For size, Klusendorf said, men are generally larger than women, but they do not deserve more rights or are more valuable. For level of development, he argued that children are less developed than their parents, but parents do not have a greater right to life than their children.

Considering the environment, or being inside versus outside the womb, Klusendorf asked, “How does where you are determine what you are?”

Klusendorf used an example that he traveled more than 800 miles to Columbus for the PDHC gala. Compared to those who live in Columbus, he asked, does his location make him human or more or less valuable? He challenged why the unborn are considered less valuable because of their location.

“If a journey of 807 miles didn’t change me from one kind of thing to another, how does the journey of 8 inches down the birth canal suddenly transform you from a nonhuman, nonvaluable thing we can intentionally kill and dismember, while if you’re outside, you’re safe?

“How does a simple journey save you in that regard? The answer is, if you weren’t already human and valuable, just changing your address isn’t going to change your essential nature of what you are.”

Klusendorf encouraged the audience to use the “degree of dependency” in the SLED acronym to defend their belief that the unborn are valuable, even though they are dependent on their mothers. 

He used an example of conjoined twins who are dependent on each other for survival. If the right to life depends on the ability to live independent of another human being, he said, then conjoined twins could be considered less valuable, too, and not have a right to life.

Klusendorf also addressed his third question for defending pro-life beliefs: What is our duty?

He said every person’s duty is to love their unborn neighbor by defending them.

He summarized his defense in 40 seconds – he used the example of “Aunt Betty” – by saying:

“I’m pro-life because it’s wrong to intentionally kill innocent human beings, and the science of embryology says that from the earliest stages of development, from the one-cell stage, you, Aunt Betty, were a distinct living and a whole human being. 

“You weren’t part of another being like skin cells on the back of my hand. You were already a whole living member of the human family, even though you had yet to grow and develop, and you know what else, Aunt Betty? 

“There’s no essential difference between you the embryo and you the adult that would justify killing you back then. Differences of size and level of development, environment and degree of dependency are not good reasons for saying you could be killed then but not now.”

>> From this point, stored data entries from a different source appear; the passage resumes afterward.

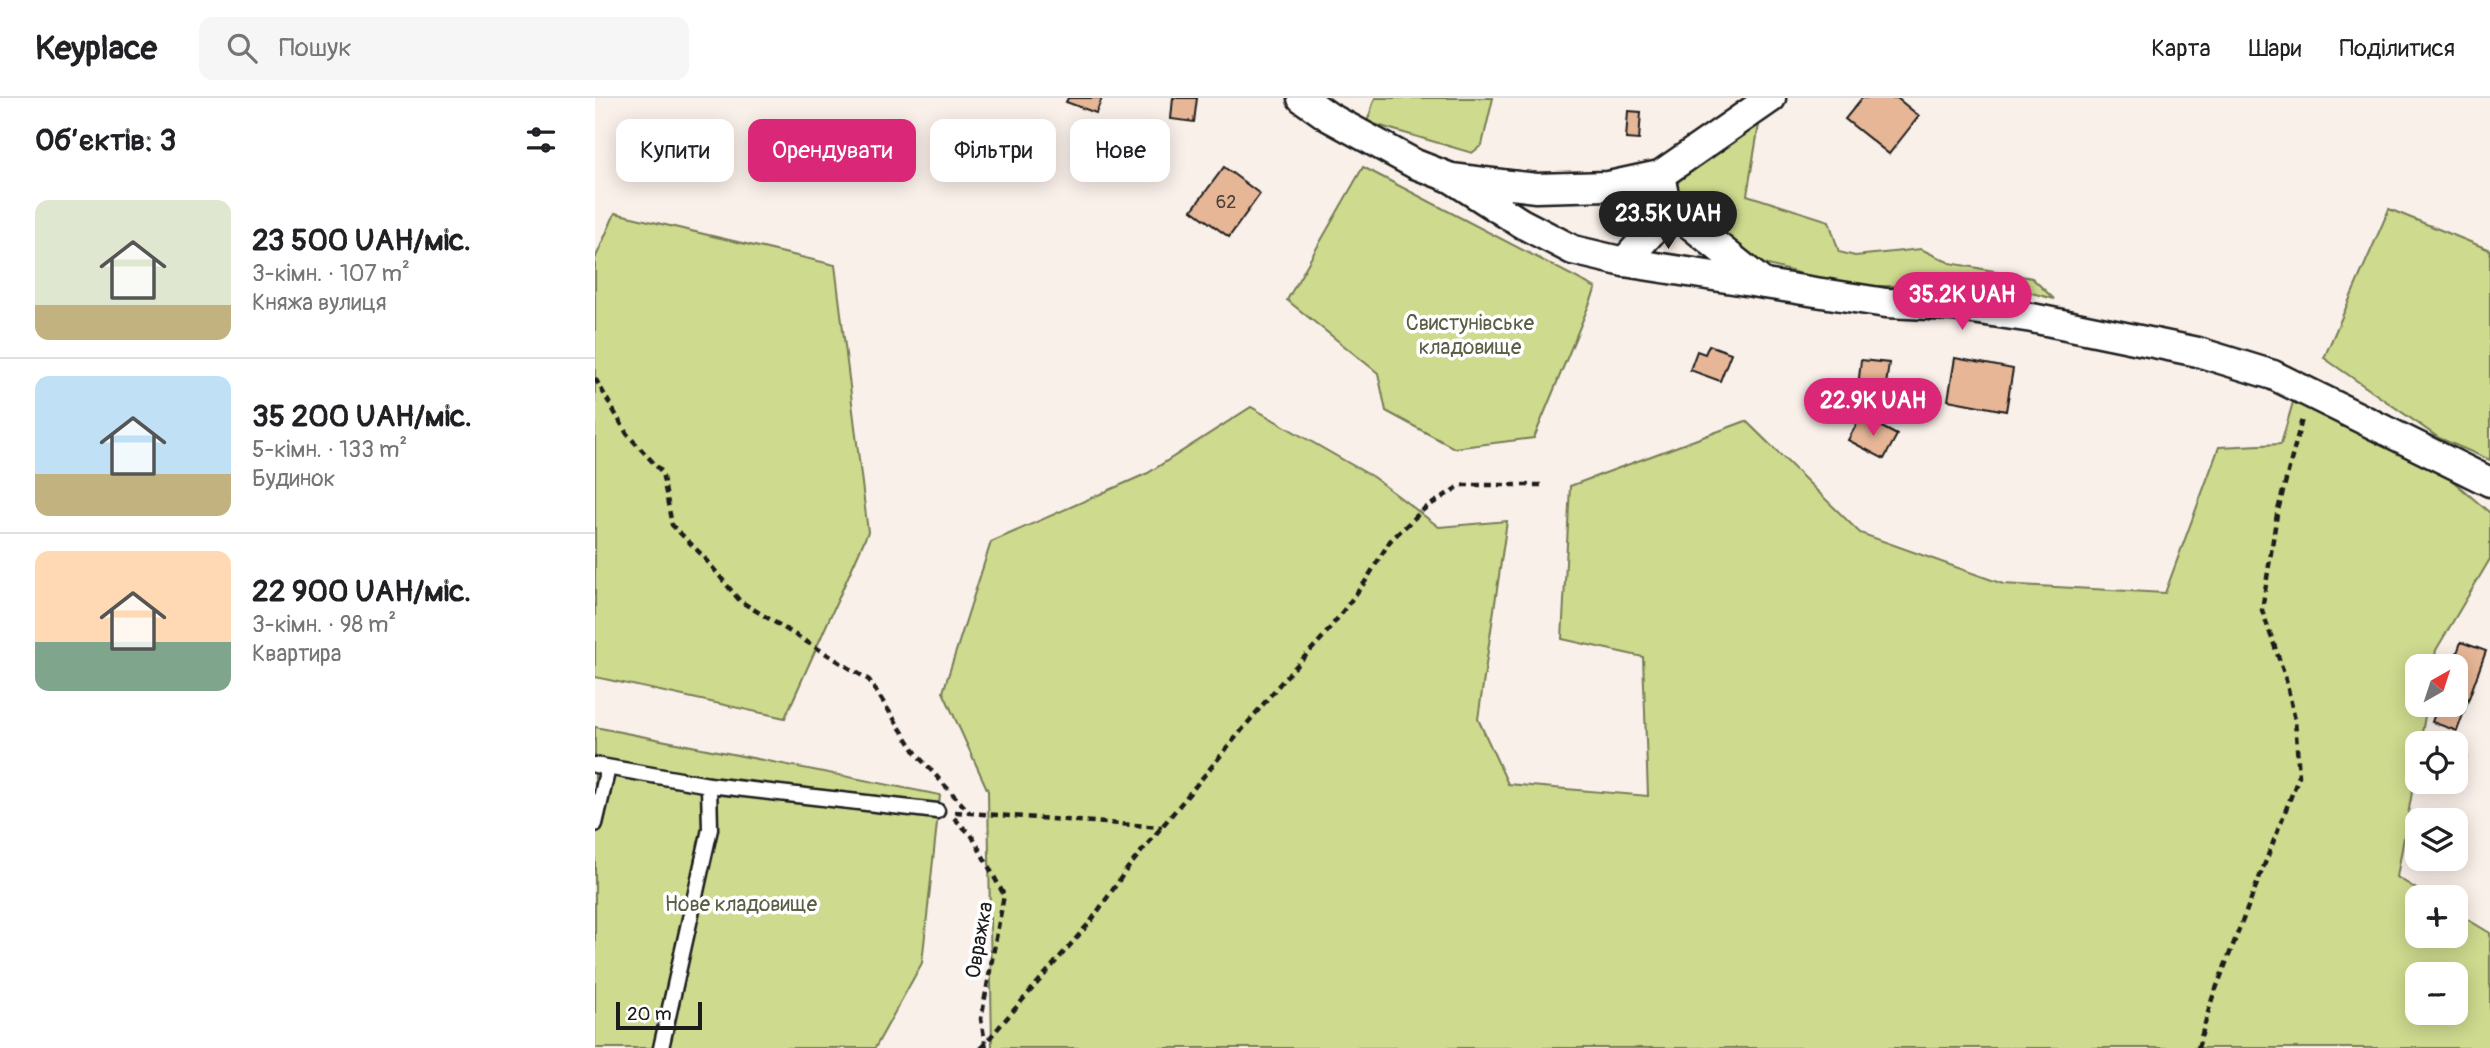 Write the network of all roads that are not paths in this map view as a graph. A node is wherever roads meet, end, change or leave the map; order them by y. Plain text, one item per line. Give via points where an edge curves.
1 (1301, 98) edge
2 (1771, 98) edge
3 (1660, 175) junction
4 (1451, 178) junction
5 (1666, 205) junction
6 (1624, 262) junction
7 (1764, 284) junction
8 (2490, 482) edge
9 (602, 766) edge
10 (709, 785) junction
11 (942, 811) road end
12 (595, 824) edge
13 (661, 1048) edge

1 - 4 street via 1402,157
2 - 3 street
3 - 4 street via 1609,186 1536,188
3 - 5 street
4 - 6 street via 1573,250
5 - 6 street via 1653,230
5 - 7 street
6 - 7 street
7 - 8 street via 2032,318 2198,352 2273,375
9 - 10 lane
9 - 12 lane
10 - 11 lane
10 - 13 lane via 710,829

In addition to defending the unborn, Klusendorf said, it is every person’s duty to love the mothers of the unborn. He said more than 50 percent of abortions annually are repeat abortions because “the first abortion never got healed.”

Jesus Christ is the source of healing, Klusendorf said, and every person is guilty of sin and needs healing. He encouraged the audience to recognize Christ as their source of salvation, the one Who bore their sins, and to share His mercy with others, especially women who had abortions and are in need of Christ’s healing.

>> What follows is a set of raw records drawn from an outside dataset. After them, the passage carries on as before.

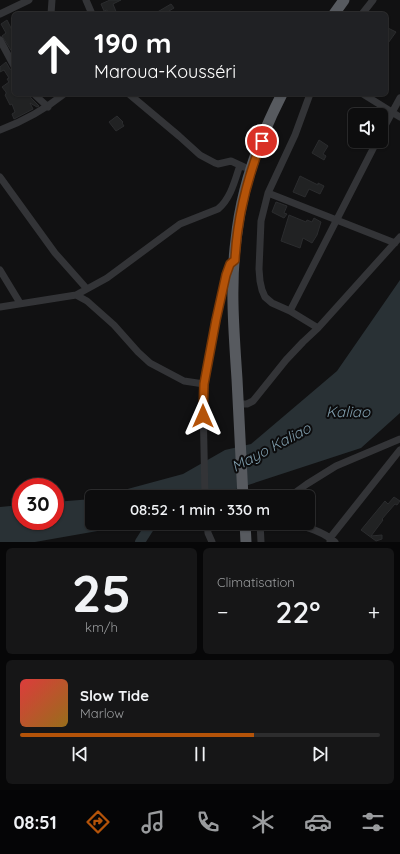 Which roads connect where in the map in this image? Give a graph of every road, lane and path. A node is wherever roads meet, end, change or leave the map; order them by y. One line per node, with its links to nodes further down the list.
1 (29, 0): 10 (street)
2 (52, 0): 6 (street)
3 (86, 0): 7 (street)
4 (344, 0): 8 (highway)
5 (373, 0): 9 (street)
6 (51, 12)
7 (91, 12)
8 (335, 12)
9 (364, 12)
10 (0, 14)
11 (0, 40): 12 (street)
12 (12, 62)
13 (36, 96): 20 (street)
14 (62, 96): 20 (street)
15 (130, 96): 26 (street)
16 (281, 96): 26 (highway)
17 (309, 96): 28 (street)
18 (366, 96): 21 (street)
19 (400, 98): 21 (street)
20 (48, 107): 24 (street)
21 (392, 112): 22 (street); 23 (street)
22 (400, 117)
23 (388, 120)
24 (0, 130)
25 (373, 148): 29 (street)
26 (246, 167): 32 (highway); 34 (street)
27 (0, 177): 34 (street)
28 (268, 193): 29 (street); 38 (street)
29 (337, 219): 31 (street); 38 (street)
30 (400, 237): 31 (street)
31 (395, 243): 39 (street)
32 (235, 260): 40 (street); 41 (highway)
33 (0, 270): 36 (street)
34 (87, 289): 35 (street)
35 (76, 295): 36 (street); 40 (street)
36 (20, 303): 37 (street)
37 (0, 307)
38 (290, 311): 39 (street)
39 (318, 328): 41 (street)
40 (204, 384): 44 (street)
41 (238, 404): 45 (highway)
42 (400, 440): 46 (street)
43 (400, 450): 51 (street)
44 (206, 490)
45 (243, 490)
46 (299, 490)
47 (208, 530): 52 (street)
48 (245, 530): 53 (highway)
49 (261, 530): 54 (street)
50 (313, 530): 51 (street)
51 (332, 541)
52 (212, 542)
53 (246, 542)
54 (262, 542)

Peggy Hartshorn offered remarks on Issue 1, a proposed amendment to the Ohio Constitution that will be on the ballot Nov. 7. Hartshorn and her husband, Mike, founded PDHC. She is also chairman of the board for Heartbeat International, the first network of pro-life pregnancy resource centers in the U.S.

“The goal of this constitutional amendment is to make abortion an unlimited right in our constitution,” she said. “They put language in this amendment that would make it unconstitutional for parents to have any right to advise their children or need parental permission for children to have abortions or sex-change operations. … There is no wiggle room in this right to abortion they’re trying to put into the constitution in the state of Ohio. 

“This would set us back even worse than Roe v. Wade (the U.S. Supreme Court decision that stated there is a right to privacy, including abortion).”

Hartshorn encouraged people to pray, vote and volunteer. There is a 54-day rosary novena, or series of prayers, she said, taking place through Election Day across the state. She also encouraged early voting, which begins Oct. 11 in Ohio.

“The early results do affect how people think and whether they come to the polls, so vote early,” she said.